ACTIVITY: The answer should be a number alone: the count of lines in the listing below that include "Talıblı".

GIVEN DATA:

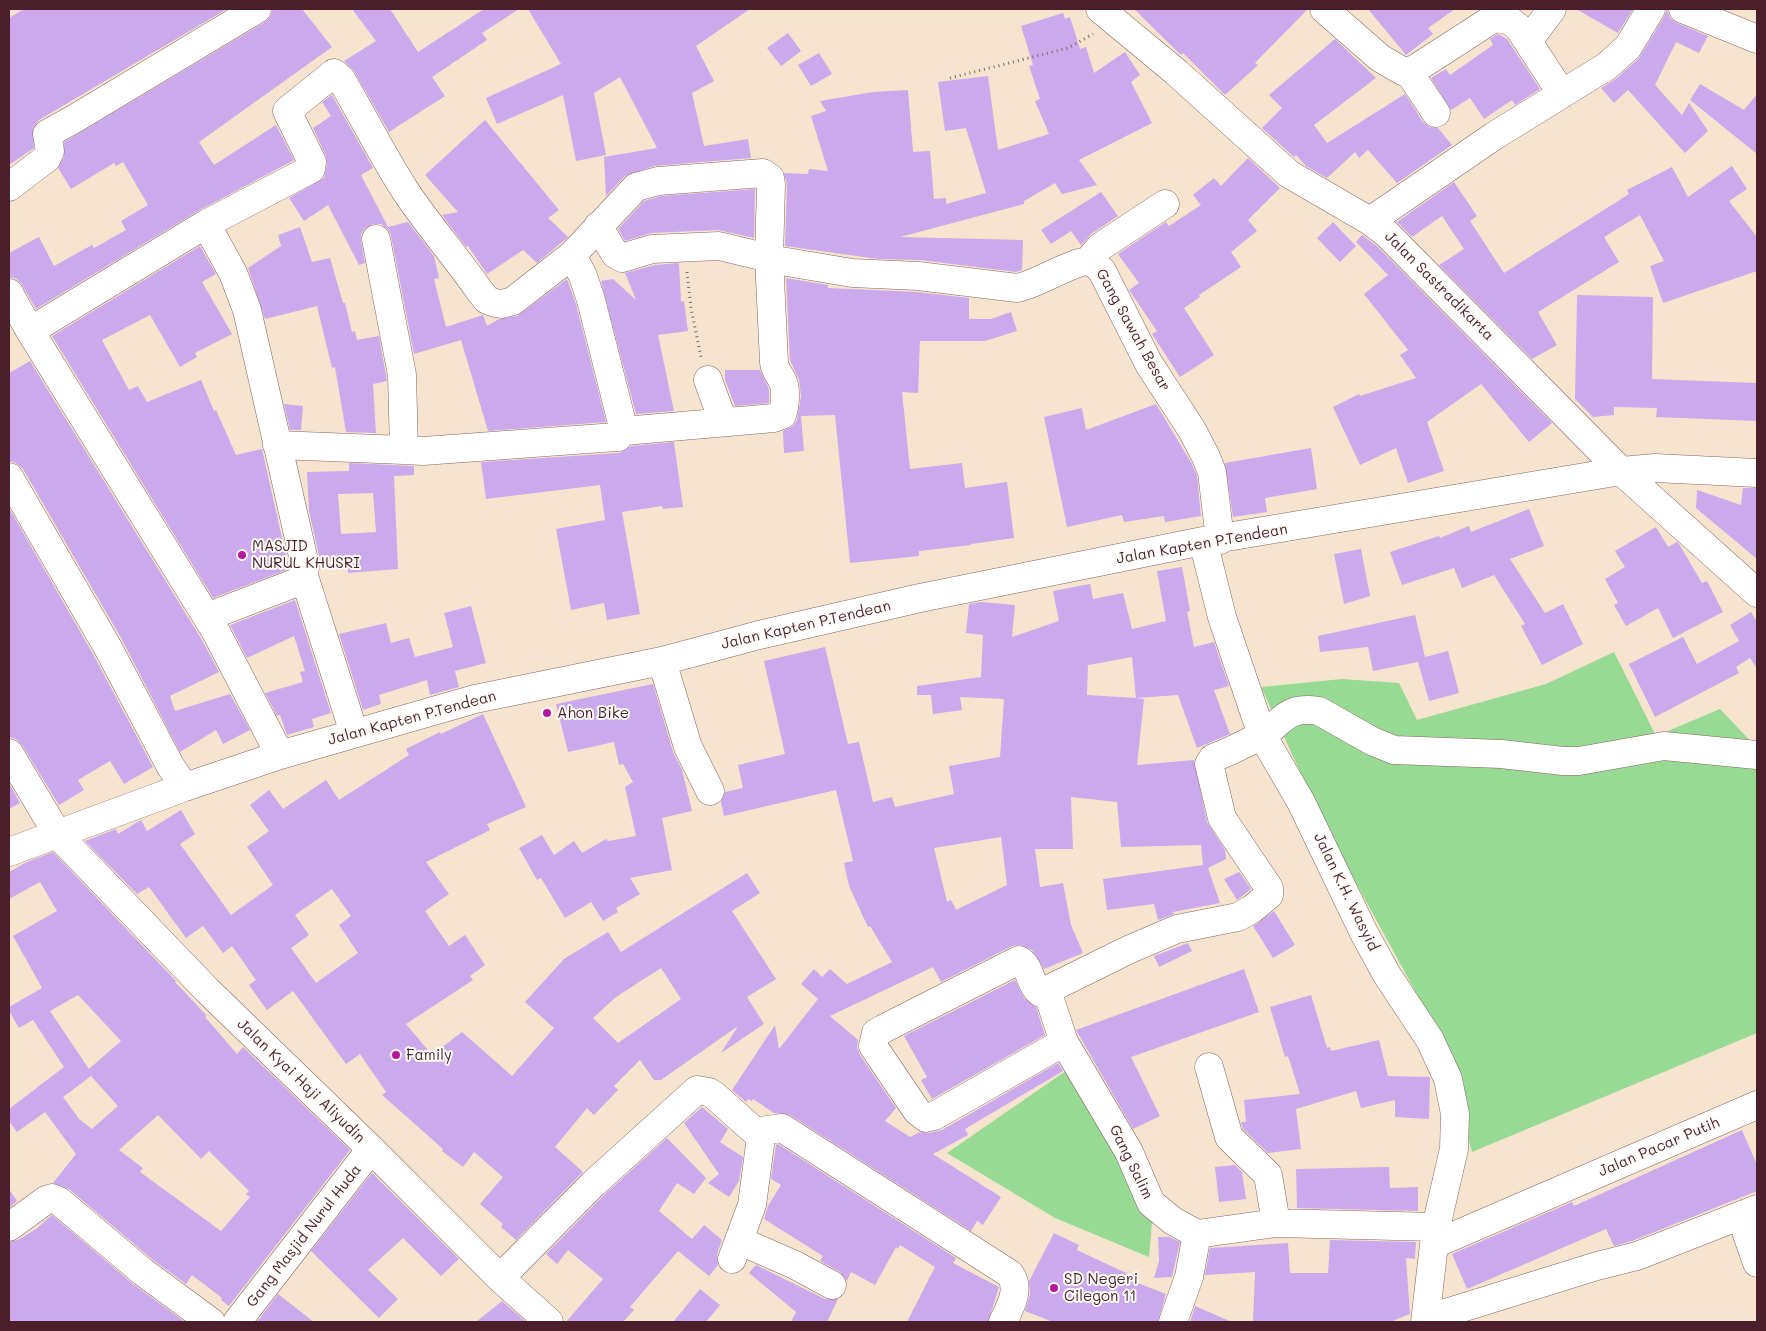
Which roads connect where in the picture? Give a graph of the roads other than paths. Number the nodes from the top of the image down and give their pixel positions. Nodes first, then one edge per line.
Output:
1 (258, 9) edge
2 (1324, 9) edge
3 (1552, 9) edge
4 (1652, 9) edge
5 (1683, 9) edge
6 (1108, 15) edge
7 (1757, 39) edge
8 (1528, 41) junction
9 (1408, 71) junction
10 (1562, 94) junction
11 (1436, 113) dead end
12 (9, 187) edge
13 (1165, 204) dead end
14 (1370, 221) junction
15 (206, 224) junction
16 (598, 226) junction
17 (376, 239) dead end
18 (572, 254) junction
19 (769, 258) junction
20 (1088, 261) junction
21 (9, 293) edge
22 (30, 332) junction
23 (708, 380) road end
24 (729, 422) junction
25 (624, 431) junction
26 (277, 445) junction
27 (404, 450) junction
28 (1621, 471) junction
29 (1757, 473) edge
30 (9, 477) edge
31 (1211, 540) junction
32 (304, 576) junction
33 (1757, 593) edge
34 (207, 617) junction
35 (662, 661) junction
36 (354, 733) junction
37 (1262, 735) junction
38 (9, 753) edge
39 (280, 755) junction
40 (1757, 755) edge
41 (185, 786) junction
42 (710, 791) dead end
43 (58, 835) junction
44 (9, 852) edge
45 (1044, 992) junction
46 (1064, 1042) junction
47 (1209, 1067) dead end
48 (1757, 1105) edge
49 (761, 1137) junction
50 (372, 1149) junction
51 (1749, 1213) edge
52 (1276, 1223) junction
53 (9, 1226) edge
54 (1197, 1234) junction
55 (1436, 1235) junction
56 (1757, 1263) edge
57 (500, 1278) junction
58 (832, 1285) dead end
59 (1426, 1320) edge
60 (211, 1322) edge
61 (237, 1322) edge
62 (549, 1322) edge
63 (1003, 1322) edge
64 (1173, 1322) edge

1 - 12 street
2 - 9 street
3 - 8 street
4 - 10 street
5 - 7 street
6 - 14 street, Jalan Sastradikarta
8 - 9 street
8 - 10 street
9 - 11 street
10 - 14 street
13 - 20 street
14 - 28 street, Jalan Sastradikarta
15 - 18 street
15 - 22 street
15 - 26 street
16 - 18 street
16 - 19 street, Gang Sawah Besar
16 - 19 street
17 - 27 street
18 - 25 street
19 - 20 street, Gang Sawah Besar
19 - 24 street
20 - 31 street, Gang Sawah Besar
21 - 22 street
22 - 34 street
23 - 24 street
24 - 25 street
25 - 27 street
26 - 27 street
26 - 32 street
28 - 29 street, Jalan Kapten P.Tendean
28 - 31 street, Jalan Kapten P.Tendean
28 - 33 street, Jalan Sastradikarta
30 - 41 street
31 - 35 street, Jalan Kapten P.Tendean
31 - 37 street, Jalan K.H. Wasyid
32 - 34 street
32 - 36 street
34 - 39 street
35 - 36 street, Jalan Kapten P.Tendean
35 - 42 street
36 - 39 street, Jalan Kapten P.Tendean
37 - 40 street
37 - 45 street
37 - 55 street, Jalan K.H. Wasyid
38 - 43 street, Jalan Kyai Haji Aliyudin
39 - 41 street, Jalan Kapten P.Tendean
41 - 43 street, Jalan Kapten P.Tendean
43 - 44 street, Jalan Kapten P.Tendean
43 - 50 street, Jalan Kyai Haji Aliyudin
45 - 46 street, Gang Salim
45 - 46 street, Gang Salim
46 - 54 street, Gang Salim
47 - 52 street
48 - 55 street, Jalan Pacar Putih
49 - 57 street
49 - 58 street
49 - 63 street
50 - 57 street, Jalan Kyai Haji Aliyudin
50 - 61 street, Gang Masjid Nurul Huda
51 - 56 street
51 - 59 street
52 - 54 street
52 - 55 street
53 - 60 street
54 - 64 street
55 - 59 street, Jalan K.H. Wasyid
57 - 62 street, Jalan Kyai Haji Aliyudin

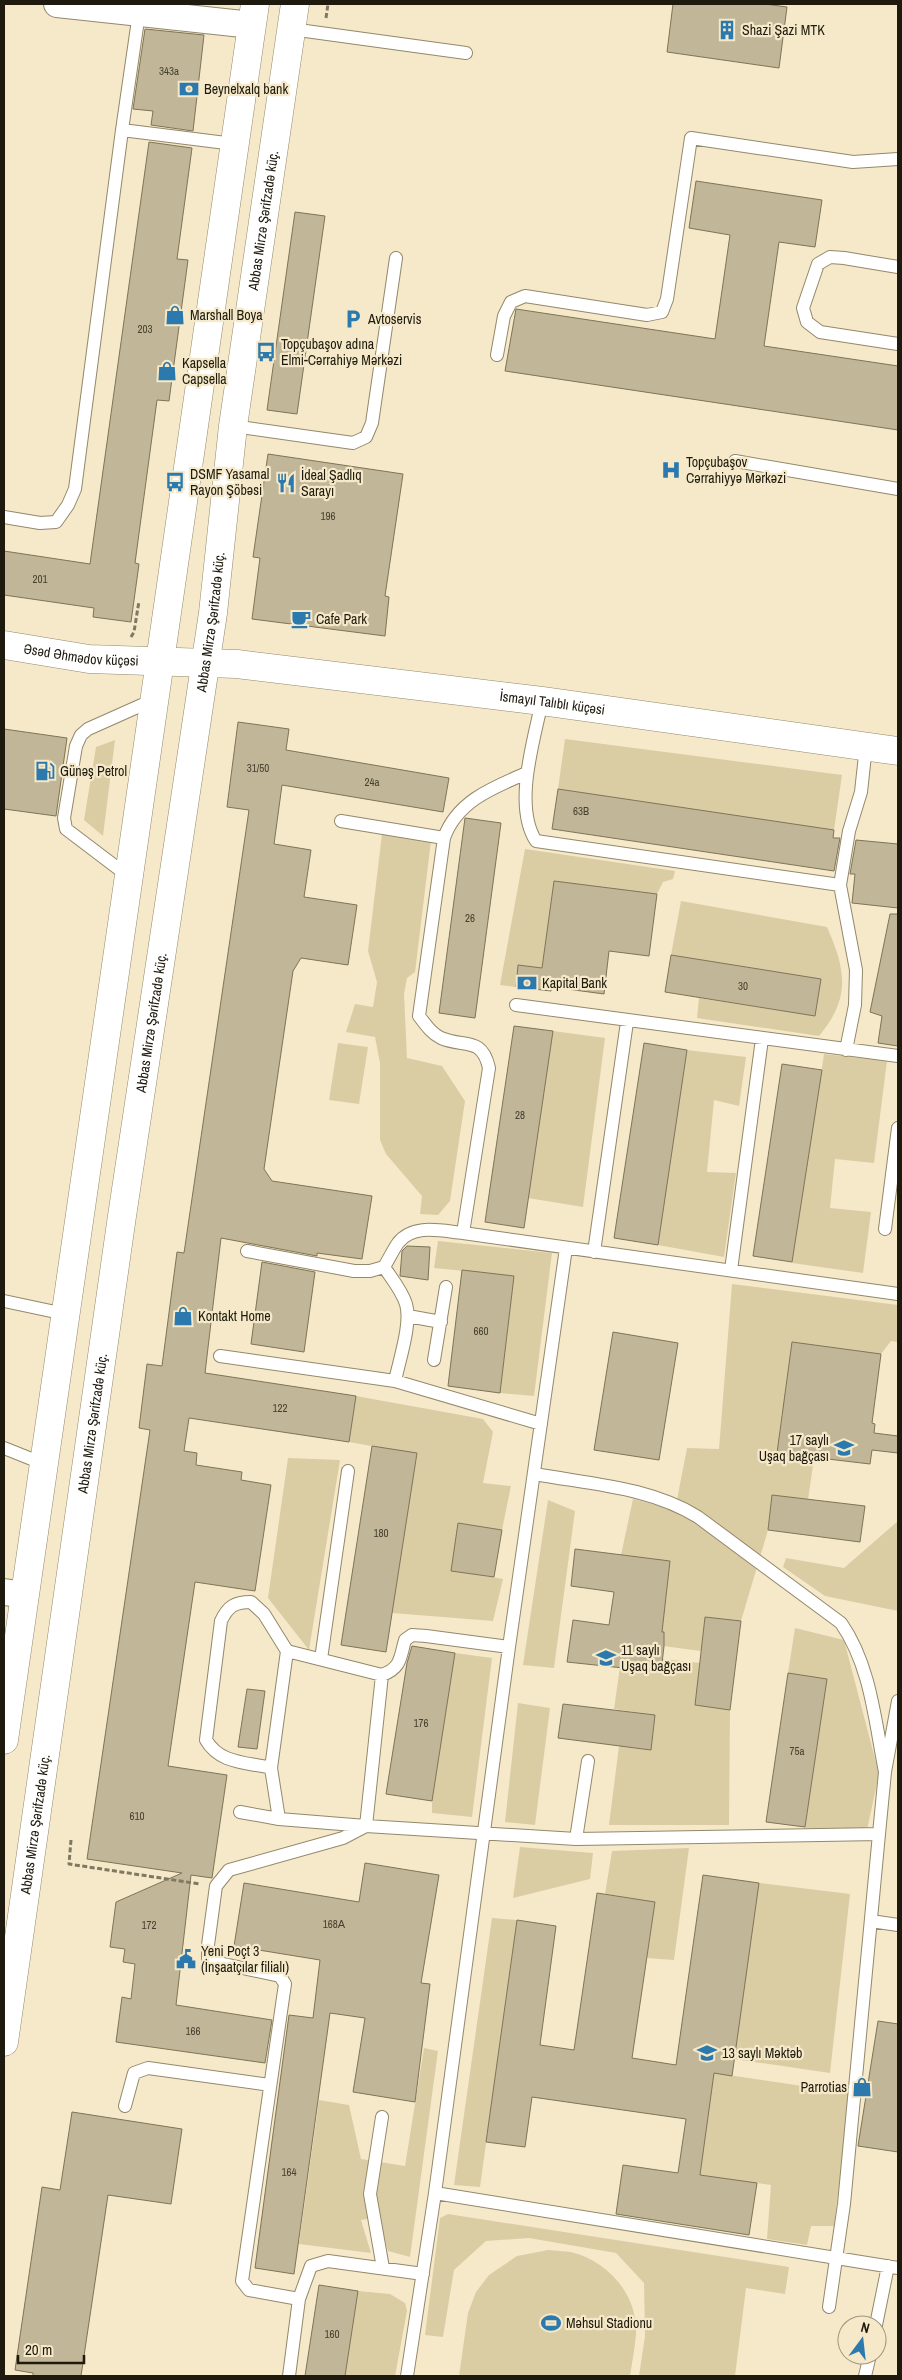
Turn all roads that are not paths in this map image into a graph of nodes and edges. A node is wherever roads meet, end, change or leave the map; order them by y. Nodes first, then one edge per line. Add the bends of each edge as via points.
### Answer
1 (58, 4) edge
2 (139, 12) junction
3 (253, 15) edge
4 (293, 17) edge
5 (466, 53) dead end
6 (122, 130) junction
7 (234, 144) junction
8 (898, 159) edge
9 (396, 258) dead end
10 (898, 267) edge
11 (898, 344) edge
12 (497, 355) dead end
13 (233, 426) junction
14 (735, 461) dead end
15 (898, 489) edge
16 (4, 517) edge
17 (4, 645) edge
18 (158, 660) junction
19 (206, 661) junction
20 (153, 700) junction
21 (542, 701) junction
22 (866, 746) junction
23 (898, 751) edge
24 (527, 773) junction
25 (341, 821) dead end
26 (444, 838) junction
27 (128, 876) junction
28 (840, 885) junction
29 (516, 1006) dead end
30 (627, 1022) junction
31 (762, 1039) junction
32 (846, 1050) junction
33 (898, 1056) edge
34 (898, 1128) edge
35 (81, 1210) junction
36 (122, 1216) junction
37 (885, 1229) dead end
38 (463, 1233) junction
39 (566, 1248) junction
40 (247, 1251) dead end
41 (594, 1252) junction
42 (384, 1268) junction
43 (731, 1270) junction
44 (446, 1287) dead end
45 (898, 1294) edge
46 (4, 1301) edge
47 (66, 1314) junction
48 (408, 1316) junction
49 (441, 1322) junction
50 (220, 1356) dead end
51 (434, 1360) dead end
52 (395, 1381) junction
53 (542, 1424) junction
54 (4, 1448) edge
55 (44, 1464) junction
56 (348, 1472) dead end
57 (535, 1474) junction
58 (14, 1594) edge
59 (509, 1648) junction
60 (286, 1651) junction
61 (321, 1659) junction
62 (382, 1675) junction
63 (898, 1701) edge
64 (4, 1740) edge
65 (588, 1761) dead end
66 (271, 1768) junction
67 (886, 1772) junction
68 (240, 1812) dead end
69 (279, 1819) junction
70 (366, 1826) junction
71 (485, 1833) junction
72 (880, 1834) junction
73 (576, 1839) junction
74 (871, 1921) junction
75 (898, 1924) edge
76 (4, 2042) edge
77 (270, 2085) junction
78 (125, 2106) dead end
79 (382, 2118) dead end
80 (435, 2193) junction
81 (837, 2259) junction
82 (893, 2267) edge
83 (384, 2268) junction
84 (423, 2274) junction
85 (299, 2299) junction
86 (829, 2307) dead end
87 (879, 2315) edge
88 (290, 2376) edge
89 (408, 2376) edge

1 - 2 street
2 - 3 street
2 - 6 lane
3 - 7 main road
4 - 5 lane
4 - 13 main road, Abbas Mirzə Şərifzadə küç.
6 - 7 lane
6 - 16 lane via 75,489 56,522 40,523
7 - 18 main road
8 - 12 lane via 853,162 690,138 662,312 647,315 525,296 511,302 504,316
9 - 13 lane via 372,423 366,437 353,443
10 - 11 lane via 830,257 818,264 803,308 807,322 820,332
13 - 19 main road, Abbas Mirzə Şərifzadə küç.
14 - 15 lane
17 - 18 main road, Əsəd Əhmədov küçəsi via 89,659
18 - 19 main road, Əsəd Əhmədov küçəsi
18 - 20 main road
19 - 21 main road, İsmayıl Talıblı küçəsi
19 - 36 main road, Abbas Mirzə Şərifzadə küç.
20 - 27 main road
20 - 27 lane via 81,735 76,746 64,818 66,830
21 - 22 main road, İsmayıl Talıblı küçəsi
21 - 24 lane
22 - 23 main road, İsmayıl Talıblı küçəsi
22 - 28 lane via 861,792 849,831
24 - 26 lane via 492,787 474,799 458,814
24 - 28 lane via 527,823 536,841
25 - 26 lane
26 - 38 lane via 419,1016 429,1030 442,1038 473,1044 486,1054 489,1068
27 - 35 main road
28 - 32 lane via 856,970 855,1005
29 - 30 lane
30 - 31 lane
30 - 41 lane
31 - 32 lane
31 - 43 lane
32 - 33 lane
34 - 37 lane
35 - 36 main road
35 - 47 main road
36 - 76 main road, Abbas Mirzə Şərifzadə küç.
38 - 39 lane
38 - 42 lane via 420,1230 408,1234 398,1242
39 - 41 lane
39 - 53 lane
40 - 42 lane via 354,1271
41 - 43 lane
42 - 48 lane via 401,1293
43 - 45 lane
44 - 49 lane
46 - 47 lane
47 - 55 main road
48 - 49 lane
48 - 52 lane
49 - 51 lane
50 - 52 lane
52 - 53 lane
53 - 57 lane
54 - 55 lane
55 - 58 main road
56 - 61 lane
57 - 59 lane
57 - 67 lane via 656,1497 679,1505 841,1623 861,1660
58 - 64 main road
59 - 62 lane via 412,1635 405,1640 393,1671
59 - 71 lane
60 - 61 lane
60 - 66 lane
60 - 66 lane via 264,1614 251,1602 239,1602 228,1607 220,1621 206,1740 213,1751 224,1758
61 - 62 lane
62 - 70 lane
63 - 67 lane
65 - 73 lane
66 - 69 lane
67 - 72 lane
68 - 69 lane
69 - 70 lane
70 - 71 lane
70 - 77 lane via 343,1838 229,1870 216,1886 208,1958 219,1964 280,1976 286,1984
71 - 73 lane
71 - 80 lane
72 - 73 lane
72 - 74 lane
74 - 75 lane
74 - 81 lane
77 - 78 lane via 148,2068 134,2073
77 - 85 lane via 242,2281 249,2290
79 - 83 lane via 370,2194
80 - 81 lane
80 - 84 lane
81 - 82 lane
81 - 86 lane
82 - 87 lane
83 - 84 lane
83 - 85 lane via 328,2262 311,2266
84 - 89 lane
85 - 88 lane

OUTPUT OF THE TASK: 3